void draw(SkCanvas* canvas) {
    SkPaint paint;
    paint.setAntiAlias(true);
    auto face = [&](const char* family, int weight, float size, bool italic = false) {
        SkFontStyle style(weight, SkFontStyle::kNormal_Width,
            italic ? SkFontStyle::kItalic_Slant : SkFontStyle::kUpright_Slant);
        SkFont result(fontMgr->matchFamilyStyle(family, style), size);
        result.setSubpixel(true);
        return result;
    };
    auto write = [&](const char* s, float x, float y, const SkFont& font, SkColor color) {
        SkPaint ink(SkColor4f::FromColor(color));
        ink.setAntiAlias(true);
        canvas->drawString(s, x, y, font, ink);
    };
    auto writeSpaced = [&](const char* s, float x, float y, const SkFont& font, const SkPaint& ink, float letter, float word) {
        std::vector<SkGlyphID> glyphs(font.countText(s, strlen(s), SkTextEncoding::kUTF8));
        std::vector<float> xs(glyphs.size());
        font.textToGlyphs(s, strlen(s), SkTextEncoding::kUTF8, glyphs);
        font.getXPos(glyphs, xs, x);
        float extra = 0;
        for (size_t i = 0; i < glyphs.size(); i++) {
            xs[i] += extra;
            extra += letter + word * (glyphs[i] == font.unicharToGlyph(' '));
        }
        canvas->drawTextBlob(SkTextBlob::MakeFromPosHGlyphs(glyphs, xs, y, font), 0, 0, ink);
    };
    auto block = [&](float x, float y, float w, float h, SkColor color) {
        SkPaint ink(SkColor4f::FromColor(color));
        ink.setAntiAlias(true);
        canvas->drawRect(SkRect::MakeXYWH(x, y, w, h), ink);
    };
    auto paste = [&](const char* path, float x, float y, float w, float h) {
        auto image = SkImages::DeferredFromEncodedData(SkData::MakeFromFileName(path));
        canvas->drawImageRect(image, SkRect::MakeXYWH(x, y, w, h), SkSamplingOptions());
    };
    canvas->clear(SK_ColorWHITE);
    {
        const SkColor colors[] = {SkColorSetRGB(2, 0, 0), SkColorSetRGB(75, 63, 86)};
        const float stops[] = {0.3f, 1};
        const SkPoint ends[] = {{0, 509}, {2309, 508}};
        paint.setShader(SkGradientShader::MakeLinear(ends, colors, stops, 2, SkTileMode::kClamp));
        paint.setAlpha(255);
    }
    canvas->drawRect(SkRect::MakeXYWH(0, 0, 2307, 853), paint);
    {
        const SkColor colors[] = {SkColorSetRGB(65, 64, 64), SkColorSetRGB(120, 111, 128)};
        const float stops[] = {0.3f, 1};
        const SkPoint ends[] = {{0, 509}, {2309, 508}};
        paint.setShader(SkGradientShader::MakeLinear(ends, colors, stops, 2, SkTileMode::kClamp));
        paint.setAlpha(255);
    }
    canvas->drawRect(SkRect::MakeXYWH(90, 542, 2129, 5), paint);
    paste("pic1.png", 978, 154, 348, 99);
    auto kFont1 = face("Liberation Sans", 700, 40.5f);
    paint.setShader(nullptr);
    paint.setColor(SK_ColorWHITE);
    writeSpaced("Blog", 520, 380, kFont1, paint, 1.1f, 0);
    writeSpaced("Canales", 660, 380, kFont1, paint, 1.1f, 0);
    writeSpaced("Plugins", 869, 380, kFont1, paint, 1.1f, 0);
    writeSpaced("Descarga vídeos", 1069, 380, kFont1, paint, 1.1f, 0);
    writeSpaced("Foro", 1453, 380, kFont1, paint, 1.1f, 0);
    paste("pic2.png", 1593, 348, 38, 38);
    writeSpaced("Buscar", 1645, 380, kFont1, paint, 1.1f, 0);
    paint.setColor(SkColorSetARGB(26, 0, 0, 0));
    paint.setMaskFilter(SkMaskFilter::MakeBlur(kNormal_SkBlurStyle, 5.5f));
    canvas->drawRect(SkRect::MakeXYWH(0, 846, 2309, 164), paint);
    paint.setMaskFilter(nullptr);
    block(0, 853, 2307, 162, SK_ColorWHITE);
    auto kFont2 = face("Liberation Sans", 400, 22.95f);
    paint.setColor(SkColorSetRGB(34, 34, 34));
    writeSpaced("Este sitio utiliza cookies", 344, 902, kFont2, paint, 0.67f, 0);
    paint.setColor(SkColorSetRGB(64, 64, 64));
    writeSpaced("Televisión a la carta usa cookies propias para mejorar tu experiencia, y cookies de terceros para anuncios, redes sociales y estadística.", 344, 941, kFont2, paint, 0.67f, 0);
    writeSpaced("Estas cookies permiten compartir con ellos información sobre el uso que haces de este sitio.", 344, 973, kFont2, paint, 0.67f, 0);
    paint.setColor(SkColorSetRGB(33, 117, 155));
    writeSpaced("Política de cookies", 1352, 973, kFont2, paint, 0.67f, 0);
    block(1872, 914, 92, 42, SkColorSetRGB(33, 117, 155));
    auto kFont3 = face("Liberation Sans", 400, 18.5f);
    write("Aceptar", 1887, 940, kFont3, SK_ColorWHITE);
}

____________________

__Problem to work on__. From the material above, copy exactly the lines between the line holding "SkPaint paint;" and the line holding "std::vector<float> xs(glyphs.size());", inclusive, and only those.

__Result of this task__.
    SkPaint paint;
    paint.setAntiAlias(true);
    auto face = [&](const char* family, int weight, float size, bool italic = false) {
        SkFontStyle style(weight, SkFontStyle::kNormal_Width,
            italic ? SkFontStyle::kItalic_Slant : SkFontStyle::kUpright_Slant);
        SkFont result(fontMgr->matchFamilyStyle(family, style), size);
        result.setSubpixel(true);
        return result;
    };
    auto write = [&](const char* s, float x, float y, const SkFont& font, SkColor color) {
        SkPaint ink(SkColor4f::FromColor(color));
        ink.setAntiAlias(true);
        canvas->drawString(s, x, y, font, ink);
    };
    auto writeSpaced = [&](const char* s, float x, float y, const SkFont& font, const SkPaint& ink, float letter, float word) {
        std::vector<SkGlyphID> glyphs(font.countText(s, strlen(s), SkTextEncoding::kUTF8));
        std::vector<float> xs(glyphs.size());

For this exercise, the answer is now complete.